BRIEF: Could you filter the material and copy every line where the word "picture" occurs?

:: LISTED ENTRIES ::

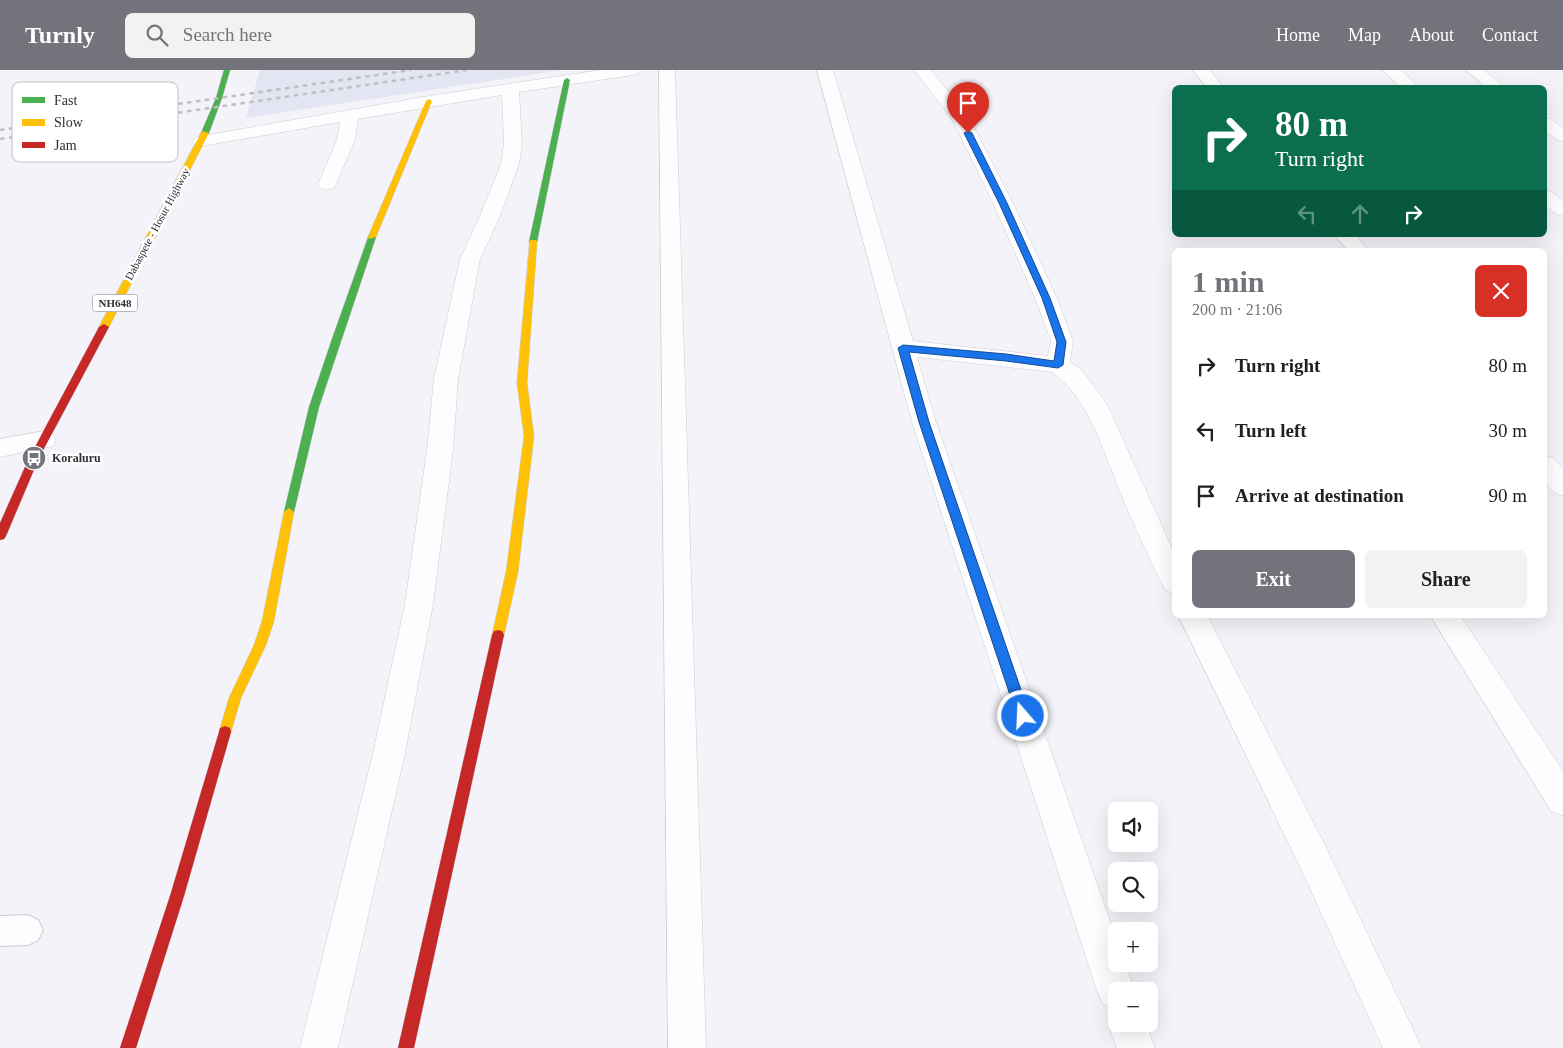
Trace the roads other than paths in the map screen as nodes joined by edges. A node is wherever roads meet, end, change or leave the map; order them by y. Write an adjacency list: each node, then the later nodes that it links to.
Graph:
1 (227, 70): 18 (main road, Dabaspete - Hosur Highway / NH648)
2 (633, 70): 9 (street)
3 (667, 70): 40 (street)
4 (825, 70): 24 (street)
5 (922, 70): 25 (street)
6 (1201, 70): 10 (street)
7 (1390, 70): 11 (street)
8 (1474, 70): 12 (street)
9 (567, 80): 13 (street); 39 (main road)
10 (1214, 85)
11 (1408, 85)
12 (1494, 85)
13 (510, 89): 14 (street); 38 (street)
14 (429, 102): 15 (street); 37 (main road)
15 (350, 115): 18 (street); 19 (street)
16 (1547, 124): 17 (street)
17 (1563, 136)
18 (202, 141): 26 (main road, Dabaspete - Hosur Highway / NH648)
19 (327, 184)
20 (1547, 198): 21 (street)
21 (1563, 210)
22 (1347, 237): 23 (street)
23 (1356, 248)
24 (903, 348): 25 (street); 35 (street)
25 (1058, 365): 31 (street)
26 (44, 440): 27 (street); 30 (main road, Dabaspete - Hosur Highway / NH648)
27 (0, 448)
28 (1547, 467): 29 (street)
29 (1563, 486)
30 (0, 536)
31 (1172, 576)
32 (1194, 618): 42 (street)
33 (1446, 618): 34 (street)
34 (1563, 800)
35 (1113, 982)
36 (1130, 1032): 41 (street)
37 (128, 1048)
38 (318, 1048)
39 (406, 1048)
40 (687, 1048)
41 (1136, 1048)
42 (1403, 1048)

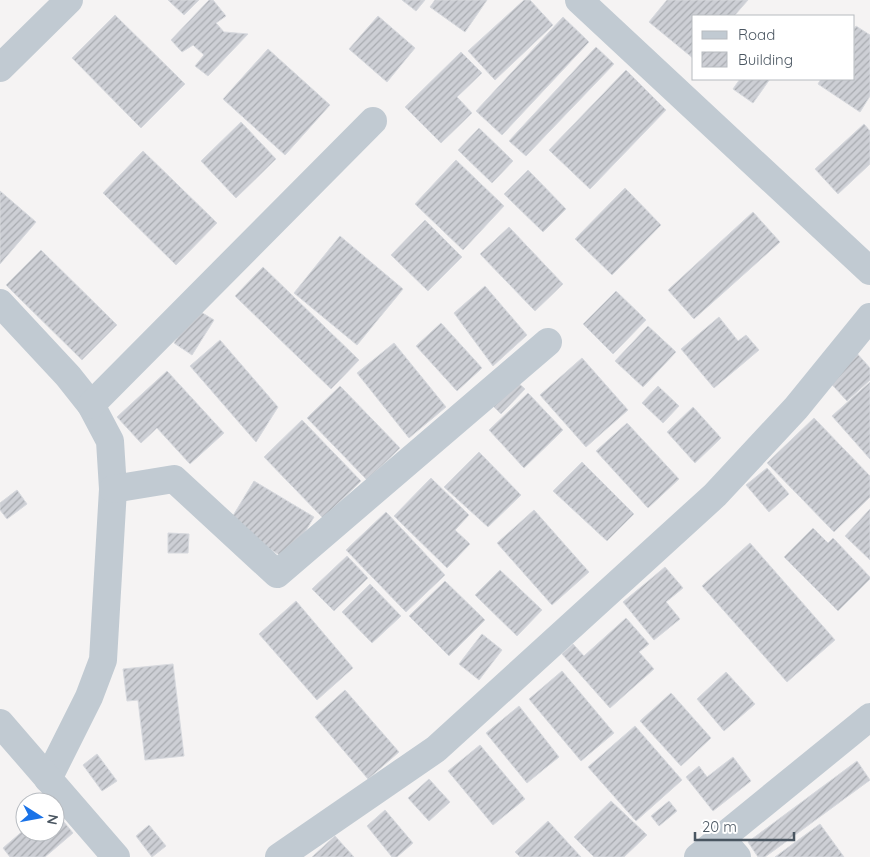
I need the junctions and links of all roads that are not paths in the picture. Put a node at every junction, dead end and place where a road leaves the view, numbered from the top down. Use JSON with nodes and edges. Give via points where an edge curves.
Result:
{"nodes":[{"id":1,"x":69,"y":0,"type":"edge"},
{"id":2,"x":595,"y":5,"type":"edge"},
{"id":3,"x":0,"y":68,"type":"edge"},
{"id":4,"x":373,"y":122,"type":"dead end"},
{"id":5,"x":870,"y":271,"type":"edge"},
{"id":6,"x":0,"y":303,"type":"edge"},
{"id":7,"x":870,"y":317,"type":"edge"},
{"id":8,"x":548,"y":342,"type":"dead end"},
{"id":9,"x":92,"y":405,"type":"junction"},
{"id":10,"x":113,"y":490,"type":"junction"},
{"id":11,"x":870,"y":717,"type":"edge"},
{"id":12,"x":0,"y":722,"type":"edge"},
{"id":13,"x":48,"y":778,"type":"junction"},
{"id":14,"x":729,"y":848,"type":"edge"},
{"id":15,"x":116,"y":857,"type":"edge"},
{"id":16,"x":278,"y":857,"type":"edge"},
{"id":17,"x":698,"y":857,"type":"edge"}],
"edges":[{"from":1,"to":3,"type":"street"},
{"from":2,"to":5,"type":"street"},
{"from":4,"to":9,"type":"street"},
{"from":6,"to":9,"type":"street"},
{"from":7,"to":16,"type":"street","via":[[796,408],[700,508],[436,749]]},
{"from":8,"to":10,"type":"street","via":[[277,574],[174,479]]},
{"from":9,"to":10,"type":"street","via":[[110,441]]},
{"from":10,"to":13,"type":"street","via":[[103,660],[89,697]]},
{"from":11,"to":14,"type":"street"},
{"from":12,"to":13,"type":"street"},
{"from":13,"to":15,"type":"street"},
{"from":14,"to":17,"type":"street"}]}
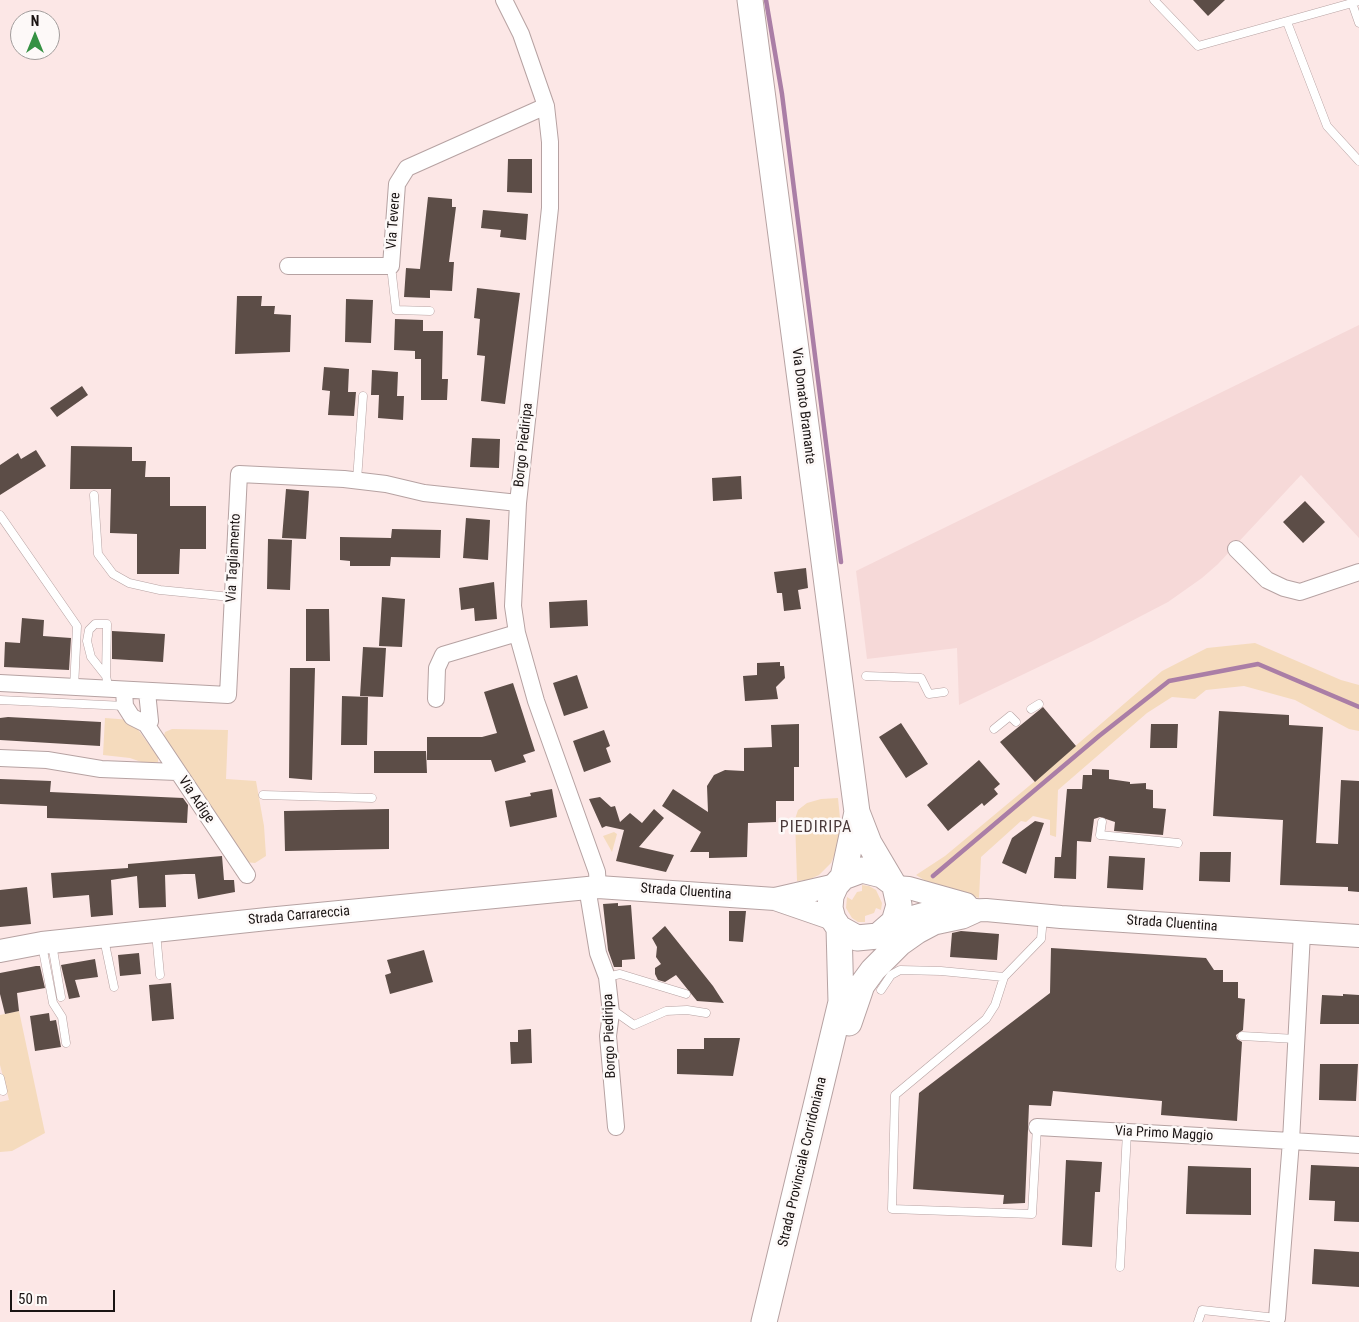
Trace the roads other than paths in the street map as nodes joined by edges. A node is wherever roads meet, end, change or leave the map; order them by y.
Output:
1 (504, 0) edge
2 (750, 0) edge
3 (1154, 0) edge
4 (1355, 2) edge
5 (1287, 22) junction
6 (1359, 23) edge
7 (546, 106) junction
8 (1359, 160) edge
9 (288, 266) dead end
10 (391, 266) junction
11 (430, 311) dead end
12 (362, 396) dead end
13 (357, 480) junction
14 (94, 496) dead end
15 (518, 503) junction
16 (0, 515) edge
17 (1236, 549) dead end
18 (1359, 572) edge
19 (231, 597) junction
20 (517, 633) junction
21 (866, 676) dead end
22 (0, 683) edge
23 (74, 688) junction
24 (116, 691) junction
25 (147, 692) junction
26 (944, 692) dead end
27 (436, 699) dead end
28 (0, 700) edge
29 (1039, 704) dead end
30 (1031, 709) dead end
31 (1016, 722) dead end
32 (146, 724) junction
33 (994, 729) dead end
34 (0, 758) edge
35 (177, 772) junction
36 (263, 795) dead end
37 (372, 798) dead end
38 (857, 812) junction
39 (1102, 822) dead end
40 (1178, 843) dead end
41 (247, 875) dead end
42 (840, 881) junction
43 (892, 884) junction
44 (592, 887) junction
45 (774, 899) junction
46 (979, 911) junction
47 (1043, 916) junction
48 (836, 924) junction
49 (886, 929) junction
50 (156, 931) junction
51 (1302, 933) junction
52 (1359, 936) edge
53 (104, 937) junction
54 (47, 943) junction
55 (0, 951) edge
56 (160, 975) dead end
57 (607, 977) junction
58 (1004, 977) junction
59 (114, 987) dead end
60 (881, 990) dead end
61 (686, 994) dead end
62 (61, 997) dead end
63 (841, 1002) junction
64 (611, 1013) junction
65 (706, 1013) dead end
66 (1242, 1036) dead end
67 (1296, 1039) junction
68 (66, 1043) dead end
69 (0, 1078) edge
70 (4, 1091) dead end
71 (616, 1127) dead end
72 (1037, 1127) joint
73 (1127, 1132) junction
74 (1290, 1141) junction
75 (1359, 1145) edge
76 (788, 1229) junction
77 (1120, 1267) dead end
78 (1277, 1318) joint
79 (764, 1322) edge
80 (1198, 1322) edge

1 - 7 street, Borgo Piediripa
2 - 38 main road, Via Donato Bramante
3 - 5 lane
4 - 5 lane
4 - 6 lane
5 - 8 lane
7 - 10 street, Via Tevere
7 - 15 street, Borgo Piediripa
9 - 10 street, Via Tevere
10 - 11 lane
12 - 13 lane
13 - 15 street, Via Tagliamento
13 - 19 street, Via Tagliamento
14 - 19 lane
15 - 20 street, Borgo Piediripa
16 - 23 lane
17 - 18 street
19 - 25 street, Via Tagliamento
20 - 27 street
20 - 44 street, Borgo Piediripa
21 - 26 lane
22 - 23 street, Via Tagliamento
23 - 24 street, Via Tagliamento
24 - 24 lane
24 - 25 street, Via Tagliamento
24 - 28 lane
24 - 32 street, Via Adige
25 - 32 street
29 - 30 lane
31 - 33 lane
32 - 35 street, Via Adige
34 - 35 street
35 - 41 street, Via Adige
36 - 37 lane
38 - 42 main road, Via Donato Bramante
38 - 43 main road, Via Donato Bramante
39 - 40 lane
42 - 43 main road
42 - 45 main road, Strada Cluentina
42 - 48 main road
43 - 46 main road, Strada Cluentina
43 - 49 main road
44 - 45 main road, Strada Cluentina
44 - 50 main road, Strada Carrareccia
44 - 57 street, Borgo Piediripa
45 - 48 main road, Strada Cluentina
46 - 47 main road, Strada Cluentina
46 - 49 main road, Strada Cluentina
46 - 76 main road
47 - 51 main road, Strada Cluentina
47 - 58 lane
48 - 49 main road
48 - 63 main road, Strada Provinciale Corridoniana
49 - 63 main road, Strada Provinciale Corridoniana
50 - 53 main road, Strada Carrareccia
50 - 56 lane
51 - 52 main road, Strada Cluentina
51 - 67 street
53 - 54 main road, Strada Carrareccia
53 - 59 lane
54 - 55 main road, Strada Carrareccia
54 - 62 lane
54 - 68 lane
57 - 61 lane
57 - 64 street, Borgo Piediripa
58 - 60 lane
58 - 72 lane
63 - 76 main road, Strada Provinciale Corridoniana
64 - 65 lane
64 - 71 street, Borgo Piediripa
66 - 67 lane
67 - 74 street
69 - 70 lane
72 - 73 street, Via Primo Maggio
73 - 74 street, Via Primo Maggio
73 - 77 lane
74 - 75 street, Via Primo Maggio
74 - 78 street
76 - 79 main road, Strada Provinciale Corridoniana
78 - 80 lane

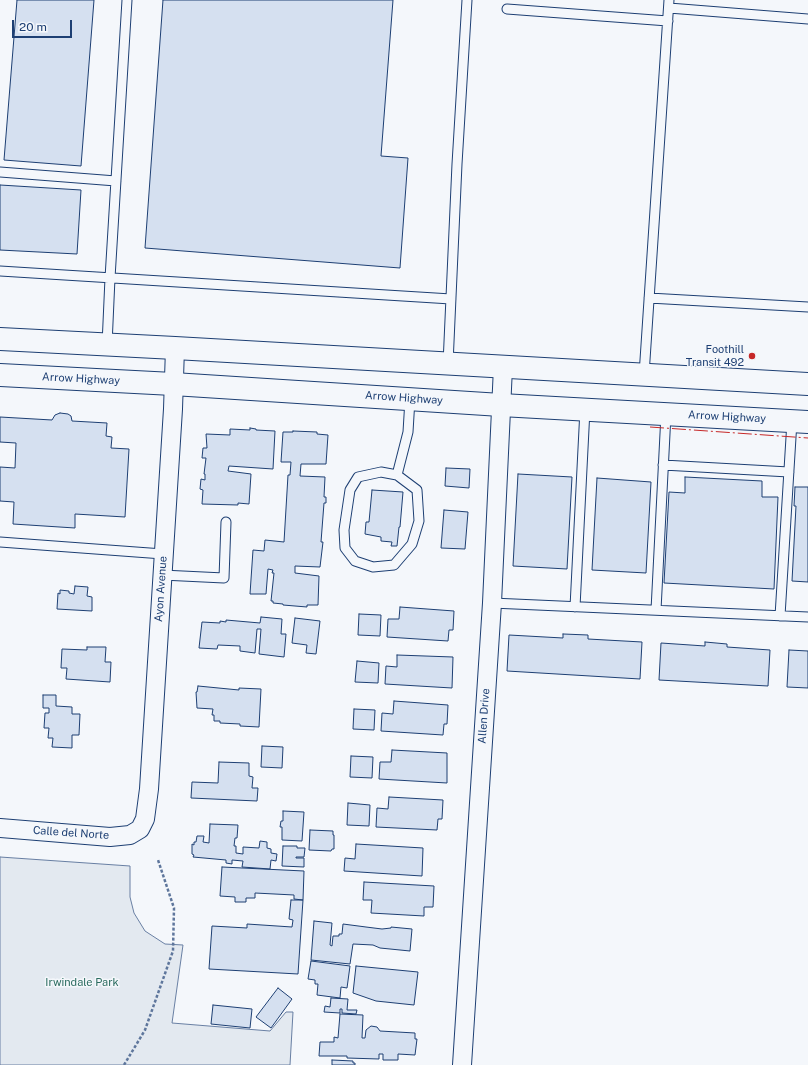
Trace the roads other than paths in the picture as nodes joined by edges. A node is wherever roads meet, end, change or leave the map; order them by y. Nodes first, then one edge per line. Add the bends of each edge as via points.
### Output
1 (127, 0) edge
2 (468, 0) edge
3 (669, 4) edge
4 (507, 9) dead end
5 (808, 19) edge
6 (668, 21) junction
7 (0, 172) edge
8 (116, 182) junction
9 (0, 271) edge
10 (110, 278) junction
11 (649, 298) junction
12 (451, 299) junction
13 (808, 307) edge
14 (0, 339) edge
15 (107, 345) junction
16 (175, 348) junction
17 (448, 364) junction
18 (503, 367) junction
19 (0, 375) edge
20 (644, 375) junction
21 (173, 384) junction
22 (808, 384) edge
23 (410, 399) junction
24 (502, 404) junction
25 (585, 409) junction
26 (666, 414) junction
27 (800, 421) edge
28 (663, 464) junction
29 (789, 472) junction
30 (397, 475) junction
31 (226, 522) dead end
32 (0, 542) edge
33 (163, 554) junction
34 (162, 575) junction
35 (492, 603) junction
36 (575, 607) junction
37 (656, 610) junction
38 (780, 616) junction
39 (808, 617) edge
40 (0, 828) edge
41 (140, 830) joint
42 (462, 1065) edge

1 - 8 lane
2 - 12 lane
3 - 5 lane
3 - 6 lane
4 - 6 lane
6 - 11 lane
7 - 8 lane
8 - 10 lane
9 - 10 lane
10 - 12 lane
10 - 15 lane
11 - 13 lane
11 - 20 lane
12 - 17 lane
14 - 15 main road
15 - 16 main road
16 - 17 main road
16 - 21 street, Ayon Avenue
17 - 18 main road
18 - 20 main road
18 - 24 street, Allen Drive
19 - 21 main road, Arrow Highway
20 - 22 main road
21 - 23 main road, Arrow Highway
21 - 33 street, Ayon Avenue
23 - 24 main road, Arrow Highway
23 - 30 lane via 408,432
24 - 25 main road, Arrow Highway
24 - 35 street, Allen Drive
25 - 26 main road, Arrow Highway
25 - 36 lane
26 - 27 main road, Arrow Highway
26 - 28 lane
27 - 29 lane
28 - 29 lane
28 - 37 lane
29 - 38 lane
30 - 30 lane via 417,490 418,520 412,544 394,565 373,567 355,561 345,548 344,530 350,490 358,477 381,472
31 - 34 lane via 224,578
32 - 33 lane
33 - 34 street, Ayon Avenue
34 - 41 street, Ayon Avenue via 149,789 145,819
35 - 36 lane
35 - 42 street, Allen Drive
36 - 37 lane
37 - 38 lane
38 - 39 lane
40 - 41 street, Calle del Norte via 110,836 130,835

:::

TASK OUTPUT:
I need the junctions and links of all roads that are not paths in the picture. Put a node at every junction, dead end and place where a road leaves the view, numbered from the top down. Use JSON with nodes and edges. Give via points where an edge curves.
Trace the roads other than paths in the picture as nodes joined by edges. A node is wherever roads meet, end, change or leave the map; order them by y. Nodes first, then one edge per line. Add the bends of each edge as via points.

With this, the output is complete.